All squares with the rank and file 0-0 are invalid.

Debugging a Script

In the wfe script, which was presented section by section earlier, there are a few bugs. Let’s run that script and see what happens. The script is in $HOME/bin, which is in your PATH, and it can therefore be called by its name alone. Before that, however, a good first step is to check the script with the -n option. This tests for any syntax errors without actually executing the code:

$ bash -n wfe
/home/jayant/bin/wfe-sh: wfe: line 70: unexpected EOF while looking for matching '"'
/home/jayant/bin/wfe-sh: wfe: line 72: syntax error: unexpected end of file

The error message says that there’s a missing quotation mark (").
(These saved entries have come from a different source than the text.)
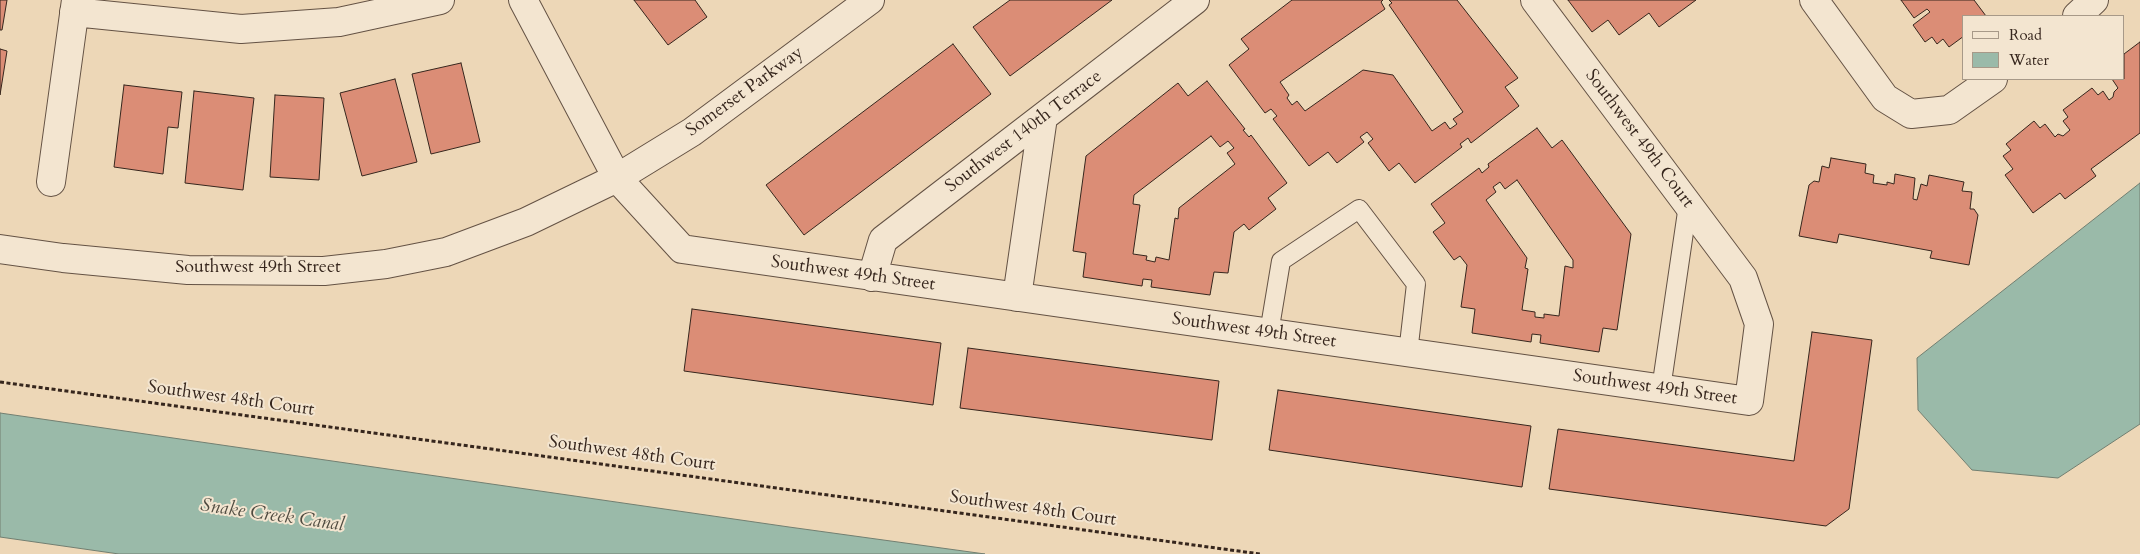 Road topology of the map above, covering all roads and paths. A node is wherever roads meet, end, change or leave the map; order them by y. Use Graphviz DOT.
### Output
graph roads {
  1 [pos="440,0"];
  2 [pos="523,0"];
  3 [pos="870,0"];
  4 [pos="1196,0"];
  5 [pos="1535,0"];
  6 [pos="1814,0"];
  7 [pos="2094,0"];
  8 [pos="75,6"];
  9 [pos="2077,15"];
  10 [pos="1992,80"];
  11 [pos="1043,117"];
  12 [pos="616,178"];
  13 [pos="51,182"];
  14 [pos="1688,205"];
  15 [pos="0,249"];
  16 [pos="872,277"];
  17 [pos="1017,297"];
  18 [pos="1269,333"];
  19 [pos="1408,353"];
  20 [pos="0,382"];
  21 [pos="1661,389"];
  22 [pos="1749,401"];
  23 [pos="1260,554"];
  1 -- 8 [label="street"];
  2 -- 12 [label="street"];
  3 -- 12 [label="street, Somerset Parkway"];
  4 -- 11 [label="street, Southwest 140th Terrace"];
  5 -- 14 [label="street, Southwest 49th Court"];
  6 -- 10 [label="street"];
  7 -- 9 [label="street"];
  8 -- 13 [label="street"];
  11 -- 16 [label="street, Southwest 140th Terrace"];
  11 -- 17 [label="street"];
  12 -- 15 [label="street, Southwest 49th Street"];
  12 -- 16 [label="street, Southwest 49th Street"];
  14 -- 21 [label="lane"];
  14 -- 22 [label="street, Southwest 49th Court"];
  16 -- 17 [label="street, Southwest 49th Street"];
  17 -- 18 [label="street, Southwest 49th Street"];
  18 -- 19 [label="street, Southwest 49th Street"];
  18 -- 19 [label="lane"];
  19 -- 21 [label="street, Southwest 49th Street"];
  20 -- 23 [label="path, Southwest 48th Court"];
  21 -- 22 [label="street, Southwest 49th Street"];
}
It has reached the end of the file without finding it. That means it could be missing anywhere in the file. After a quick (or not-so-quick) glance through the file, it’s not apparent where it should be.

When that happens, I start removing sections from the bottom of the file until the error disappears. I remove the last section; it’s still there. I remove the option parsing, and the error hasn’t disappeared. I remove the last function definition, version(), and the error has gone. The error must be in that function; where is it?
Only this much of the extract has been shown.